Every record must be transcribed in its entirety, apart from the images, which are to be omitted.
[[ Data for this task open ]]
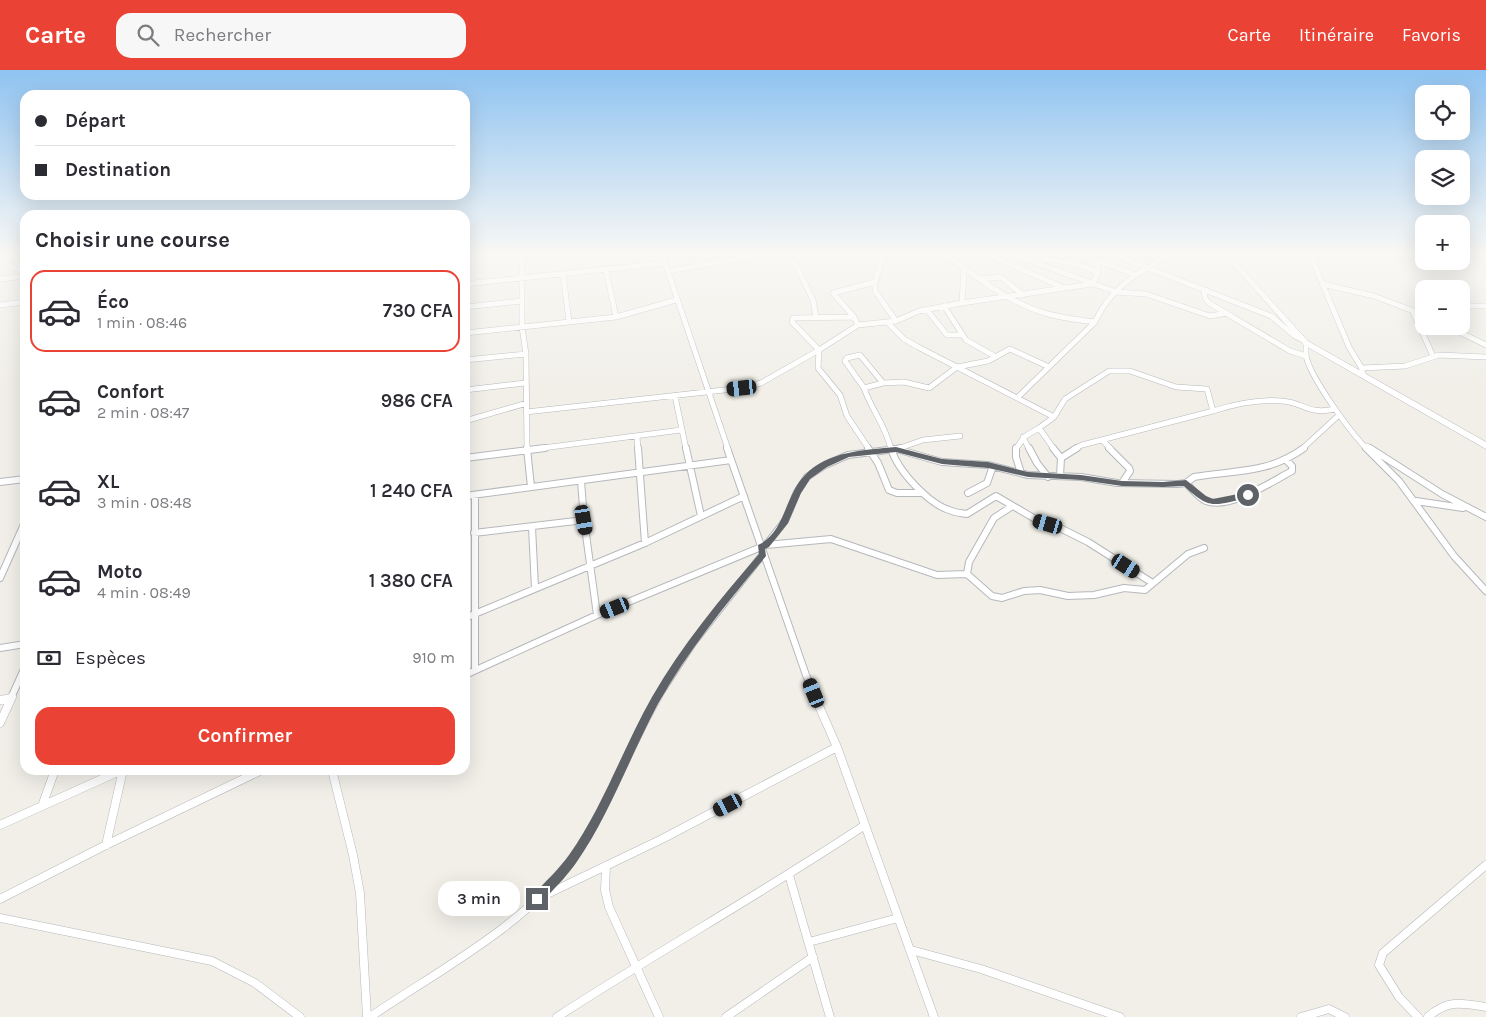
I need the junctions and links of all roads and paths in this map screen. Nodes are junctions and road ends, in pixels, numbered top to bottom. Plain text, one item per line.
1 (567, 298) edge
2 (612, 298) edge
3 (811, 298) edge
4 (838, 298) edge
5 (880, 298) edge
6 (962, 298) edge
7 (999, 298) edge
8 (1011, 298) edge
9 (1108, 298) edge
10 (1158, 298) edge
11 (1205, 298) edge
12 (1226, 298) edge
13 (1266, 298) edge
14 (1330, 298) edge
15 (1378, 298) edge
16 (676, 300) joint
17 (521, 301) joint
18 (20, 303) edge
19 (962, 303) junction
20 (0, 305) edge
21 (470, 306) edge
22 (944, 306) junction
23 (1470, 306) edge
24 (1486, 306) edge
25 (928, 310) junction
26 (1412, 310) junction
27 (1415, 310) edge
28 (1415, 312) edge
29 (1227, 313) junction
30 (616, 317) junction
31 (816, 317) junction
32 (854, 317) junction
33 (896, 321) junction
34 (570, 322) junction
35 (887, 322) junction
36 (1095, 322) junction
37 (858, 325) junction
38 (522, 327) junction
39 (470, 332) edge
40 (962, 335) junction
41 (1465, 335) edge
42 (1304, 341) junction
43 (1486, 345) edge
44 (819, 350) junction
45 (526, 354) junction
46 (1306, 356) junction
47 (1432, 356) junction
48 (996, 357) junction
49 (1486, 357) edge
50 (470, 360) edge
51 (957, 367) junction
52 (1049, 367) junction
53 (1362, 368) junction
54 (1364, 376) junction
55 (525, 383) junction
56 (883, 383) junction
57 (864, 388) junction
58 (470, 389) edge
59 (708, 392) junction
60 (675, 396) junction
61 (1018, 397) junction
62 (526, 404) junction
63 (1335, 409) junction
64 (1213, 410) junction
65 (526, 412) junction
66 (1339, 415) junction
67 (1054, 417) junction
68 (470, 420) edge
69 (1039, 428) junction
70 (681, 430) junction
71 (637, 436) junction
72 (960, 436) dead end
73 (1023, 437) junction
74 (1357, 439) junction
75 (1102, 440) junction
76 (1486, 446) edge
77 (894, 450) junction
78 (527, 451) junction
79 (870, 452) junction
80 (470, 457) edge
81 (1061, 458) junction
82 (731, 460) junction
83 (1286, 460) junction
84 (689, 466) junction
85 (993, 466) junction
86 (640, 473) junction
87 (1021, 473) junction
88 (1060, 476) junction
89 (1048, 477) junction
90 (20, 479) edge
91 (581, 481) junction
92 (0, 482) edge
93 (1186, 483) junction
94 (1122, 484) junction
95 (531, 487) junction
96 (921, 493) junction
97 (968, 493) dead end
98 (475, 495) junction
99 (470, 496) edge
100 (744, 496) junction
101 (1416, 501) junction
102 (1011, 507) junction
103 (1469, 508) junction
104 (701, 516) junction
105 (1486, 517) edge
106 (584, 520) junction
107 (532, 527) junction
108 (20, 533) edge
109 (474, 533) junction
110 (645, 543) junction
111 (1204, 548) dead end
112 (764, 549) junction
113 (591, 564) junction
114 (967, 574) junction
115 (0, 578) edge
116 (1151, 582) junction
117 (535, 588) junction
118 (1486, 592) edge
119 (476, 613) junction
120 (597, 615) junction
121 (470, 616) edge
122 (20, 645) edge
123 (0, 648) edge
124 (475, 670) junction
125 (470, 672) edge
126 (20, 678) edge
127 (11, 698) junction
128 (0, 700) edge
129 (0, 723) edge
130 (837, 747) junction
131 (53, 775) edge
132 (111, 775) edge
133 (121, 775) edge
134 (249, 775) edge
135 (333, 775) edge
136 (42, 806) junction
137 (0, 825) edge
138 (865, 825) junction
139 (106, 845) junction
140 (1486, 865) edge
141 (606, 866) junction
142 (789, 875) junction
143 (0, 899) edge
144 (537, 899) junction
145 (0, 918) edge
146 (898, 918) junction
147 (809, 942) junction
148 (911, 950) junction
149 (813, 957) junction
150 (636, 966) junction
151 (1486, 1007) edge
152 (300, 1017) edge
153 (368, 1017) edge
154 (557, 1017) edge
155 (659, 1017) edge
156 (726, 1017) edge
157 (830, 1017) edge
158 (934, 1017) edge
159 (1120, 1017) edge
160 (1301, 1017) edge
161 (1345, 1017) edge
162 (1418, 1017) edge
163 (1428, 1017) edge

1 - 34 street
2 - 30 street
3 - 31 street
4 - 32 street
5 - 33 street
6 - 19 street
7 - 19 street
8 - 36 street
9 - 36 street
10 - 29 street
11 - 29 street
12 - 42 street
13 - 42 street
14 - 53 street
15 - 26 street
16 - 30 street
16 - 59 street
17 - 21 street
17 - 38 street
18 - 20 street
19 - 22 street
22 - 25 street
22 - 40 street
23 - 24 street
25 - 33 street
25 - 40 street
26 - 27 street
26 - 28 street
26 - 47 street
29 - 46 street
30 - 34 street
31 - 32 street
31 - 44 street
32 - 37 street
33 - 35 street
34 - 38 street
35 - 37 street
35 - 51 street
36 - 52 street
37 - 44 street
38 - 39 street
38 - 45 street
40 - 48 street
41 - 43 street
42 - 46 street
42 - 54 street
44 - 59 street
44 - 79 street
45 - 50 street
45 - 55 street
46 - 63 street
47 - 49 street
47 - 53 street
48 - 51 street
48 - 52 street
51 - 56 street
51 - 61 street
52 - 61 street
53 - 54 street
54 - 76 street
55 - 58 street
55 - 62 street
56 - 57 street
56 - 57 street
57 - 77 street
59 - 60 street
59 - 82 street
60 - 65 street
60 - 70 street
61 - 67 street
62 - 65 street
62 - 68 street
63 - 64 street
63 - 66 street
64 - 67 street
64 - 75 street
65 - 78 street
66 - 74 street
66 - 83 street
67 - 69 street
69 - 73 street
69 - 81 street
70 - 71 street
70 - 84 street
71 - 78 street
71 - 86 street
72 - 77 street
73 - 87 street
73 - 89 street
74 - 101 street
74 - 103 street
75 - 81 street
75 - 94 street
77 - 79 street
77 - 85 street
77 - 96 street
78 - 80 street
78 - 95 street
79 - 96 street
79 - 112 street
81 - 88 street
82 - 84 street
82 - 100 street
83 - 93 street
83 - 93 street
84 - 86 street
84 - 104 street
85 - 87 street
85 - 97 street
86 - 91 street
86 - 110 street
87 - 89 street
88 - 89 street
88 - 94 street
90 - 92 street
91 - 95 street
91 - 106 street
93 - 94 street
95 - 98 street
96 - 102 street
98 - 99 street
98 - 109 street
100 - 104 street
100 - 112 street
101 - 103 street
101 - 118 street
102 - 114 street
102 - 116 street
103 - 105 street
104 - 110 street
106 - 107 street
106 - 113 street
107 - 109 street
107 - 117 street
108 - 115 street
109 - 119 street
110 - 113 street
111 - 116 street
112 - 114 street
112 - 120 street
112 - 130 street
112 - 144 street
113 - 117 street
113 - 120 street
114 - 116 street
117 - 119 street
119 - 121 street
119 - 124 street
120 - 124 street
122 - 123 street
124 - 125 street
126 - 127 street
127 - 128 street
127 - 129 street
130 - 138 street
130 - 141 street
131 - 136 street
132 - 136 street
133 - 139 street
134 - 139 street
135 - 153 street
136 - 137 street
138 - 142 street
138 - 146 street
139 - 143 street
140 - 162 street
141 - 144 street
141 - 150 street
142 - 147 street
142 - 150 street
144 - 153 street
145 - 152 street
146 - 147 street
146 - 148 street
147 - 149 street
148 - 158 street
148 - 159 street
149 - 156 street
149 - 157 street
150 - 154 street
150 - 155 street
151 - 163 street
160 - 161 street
[[ Data for this task closed ]]
Answer area:
I need the junctions and links of all roads and paths in this map screen. Nodes are junctions and road ends, in pixels, numbered top to bottom. Plain text, one item per line.
1 (567, 298) edge
2 (612, 298) edge
3 (811, 298) edge
4 (838, 298) edge
5 (880, 298) edge
6 (962, 298) edge
7 (999, 298) edge
8 (1011, 298) edge
9 (1108, 298) edge
10 (1158, 298) edge
11 (1205, 298) edge
12 (1226, 298) edge
13 (1266, 298) edge
14 (1330, 298) edge
15 (1378, 298) edge
16 (676, 300) joint
17 (521, 301) joint
18 (20, 303) edge
19 (962, 303) junction
20 (0, 305) edge
21 (470, 306) edge
22 (944, 306) junction
23 (1470, 306) edge
24 (1486, 306) edge
25 (928, 310) junction
26 (1412, 310) junction
27 (1415, 310) edge
28 (1415, 312) edge
29 (1227, 313) junction
30 (616, 317) junction
31 (816, 317) junction
32 (854, 317) junction
33 (896, 321) junction
34 (570, 322) junction
35 (887, 322) junction
36 (1095, 322) junction
37 (858, 325) junction
38 (522, 327) junction
39 (470, 332) edge
40 (962, 335) junction
41 (1465, 335) edge
42 (1304, 341) junction
43 (1486, 345) edge
44 (819, 350) junction
45 (526, 354) junction
46 (1306, 356) junction
47 (1432, 356) junction
48 (996, 357) junction
49 (1486, 357) edge
50 (470, 360) edge
51 (957, 367) junction
52 (1049, 367) junction
53 (1362, 368) junction
54 (1364, 376) junction
55 (525, 383) junction
56 (883, 383) junction
57 (864, 388) junction
58 (470, 389) edge
59 (708, 392) junction
60 (675, 396) junction
61 (1018, 397) junction
62 (526, 404) junction
63 (1335, 409) junction
64 (1213, 410) junction
65 (526, 412) junction
66 (1339, 415) junction
67 (1054, 417) junction
68 (470, 420) edge
69 (1039, 428) junction
70 (681, 430) junction
71 (637, 436) junction
72 (960, 436) dead end
73 (1023, 437) junction
74 (1357, 439) junction
75 (1102, 440) junction
76 (1486, 446) edge
77 (894, 450) junction
78 (527, 451) junction
79 (870, 452) junction
80 (470, 457) edge
81 (1061, 458) junction
82 (731, 460) junction
83 (1286, 460) junction
84 (689, 466) junction
85 (993, 466) junction
86 (640, 473) junction
87 (1021, 473) junction
88 (1060, 476) junction
89 (1048, 477) junction
90 (20, 479) edge
91 (581, 481) junction
92 (0, 482) edge
93 (1186, 483) junction
94 (1122, 484) junction
95 (531, 487) junction
96 (921, 493) junction
97 (968, 493) dead end
98 (475, 495) junction
99 (470, 496) edge
100 (744, 496) junction
101 (1416, 501) junction
102 (1011, 507) junction
103 (1469, 508) junction
104 (701, 516) junction
105 (1486, 517) edge
106 (584, 520) junction
107 (532, 527) junction
108 (20, 533) edge
109 (474, 533) junction
110 (645, 543) junction
111 (1204, 548) dead end
112 (764, 549) junction
113 (591, 564) junction
114 (967, 574) junction
115 (0, 578) edge
116 (1151, 582) junction
117 (535, 588) junction
118 (1486, 592) edge
119 (476, 613) junction
120 (597, 615) junction
121 (470, 616) edge
122 (20, 645) edge
123 (0, 648) edge
124 (475, 670) junction
125 (470, 672) edge
126 (20, 678) edge
127 (11, 698) junction
128 (0, 700) edge
129 (0, 723) edge
130 (837, 747) junction
131 (53, 775) edge
132 (111, 775) edge
133 (121, 775) edge
134 (249, 775) edge
135 (333, 775) edge
136 (42, 806) junction
137 (0, 825) edge
138 (865, 825) junction
139 (106, 845) junction
140 (1486, 865) edge
141 (606, 866) junction
142 (789, 875) junction
143 (0, 899) edge
144 (537, 899) junction
145 (0, 918) edge
146 (898, 918) junction
147 (809, 942) junction
148 (911, 950) junction
149 (813, 957) junction
150 (636, 966) junction
151 (1486, 1007) edge
152 (300, 1017) edge
153 (368, 1017) edge
154 (557, 1017) edge
155 (659, 1017) edge
156 (726, 1017) edge
157 (830, 1017) edge
158 (934, 1017) edge
159 (1120, 1017) edge
160 (1301, 1017) edge
161 (1345, 1017) edge
162 (1418, 1017) edge
163 (1428, 1017) edge

1 - 34 street
2 - 30 street
3 - 31 street
4 - 32 street
5 - 33 street
6 - 19 street
7 - 19 street
8 - 36 street
9 - 36 street
10 - 29 street
11 - 29 street
12 - 42 street
13 - 42 street
14 - 53 street
15 - 26 street
16 - 30 street
16 - 59 street
17 - 21 street
17 - 38 street
18 - 20 street
19 - 22 street
22 - 25 street
22 - 40 street
23 - 24 street
25 - 33 street
25 - 40 street
26 - 27 street
26 - 28 street
26 - 47 street
29 - 46 street
30 - 34 street
31 - 32 street
31 - 44 street
32 - 37 street
33 - 35 street
34 - 38 street
35 - 37 street
35 - 51 street
36 - 52 street
37 - 44 street
38 - 39 street
38 - 45 street
40 - 48 street
41 - 43 street
42 - 46 street
42 - 54 street
44 - 59 street
44 - 79 street
45 - 50 street
45 - 55 street
46 - 63 street
47 - 49 street
47 - 53 street
48 - 51 street
48 - 52 street
51 - 56 street
51 - 61 street
52 - 61 street
53 - 54 street
54 - 76 street
55 - 58 street
55 - 62 street
56 - 57 street
56 - 57 street
57 - 77 street
59 - 60 street
59 - 82 street
60 - 65 street
60 - 70 street
61 - 67 street
62 - 65 street
62 - 68 street
63 - 64 street
63 - 66 street
64 - 67 street
64 - 75 street
65 - 78 street
66 - 74 street
66 - 83 street
67 - 69 street
69 - 73 street
69 - 81 street
70 - 71 street
70 - 84 street
71 - 78 street
71 - 86 street
72 - 77 street
73 - 87 street
73 - 89 street
74 - 101 street
74 - 103 street
75 - 81 street
75 - 94 street
77 - 79 street
77 - 85 street
77 - 96 street
78 - 80 street
78 - 95 street
79 - 96 street
79 - 112 street
81 - 88 street
82 - 84 street
82 - 100 street
83 - 93 street
83 - 93 street
84 - 86 street
84 - 104 street
85 - 87 street
85 - 97 street
86 - 91 street
86 - 110 street
87 - 89 street
88 - 89 street
88 - 94 street
90 - 92 street
91 - 95 street
91 - 106 street
93 - 94 street
95 - 98 street
96 - 102 street
98 - 99 street
98 - 109 street
100 - 104 street
100 - 112 street
101 - 103 street
101 - 118 street
102 - 114 street
102 - 116 street
103 - 105 street
104 - 110 street
106 - 107 street
106 - 113 street
107 - 109 street
107 - 117 street
108 - 115 street
109 - 119 street
110 - 113 street
111 - 116 street
112 - 114 street
112 - 120 street
112 - 130 street
112 - 144 street
113 - 117 street
113 - 120 street
114 - 116 street
117 - 119 street
119 - 121 street
119 - 124 street
120 - 124 street
122 - 123 street
124 - 125 street
126 - 127 street
127 - 128 street
127 - 129 street
130 - 138 street
130 - 141 street
131 - 136 street
132 - 136 street
133 - 139 street
134 - 139 street
135 - 153 street
136 - 137 street
138 - 142 street
138 - 146 street
139 - 143 street
140 - 162 street
141 - 144 street
141 - 150 street
142 - 147 street
142 - 150 street
144 - 153 street
145 - 152 street
146 - 147 street
146 - 148 street
147 - 149 street
148 - 158 street
148 - 159 street
149 - 156 street
149 - 157 street
150 - 154 street
150 - 155 street
151 - 163 street
160 - 161 street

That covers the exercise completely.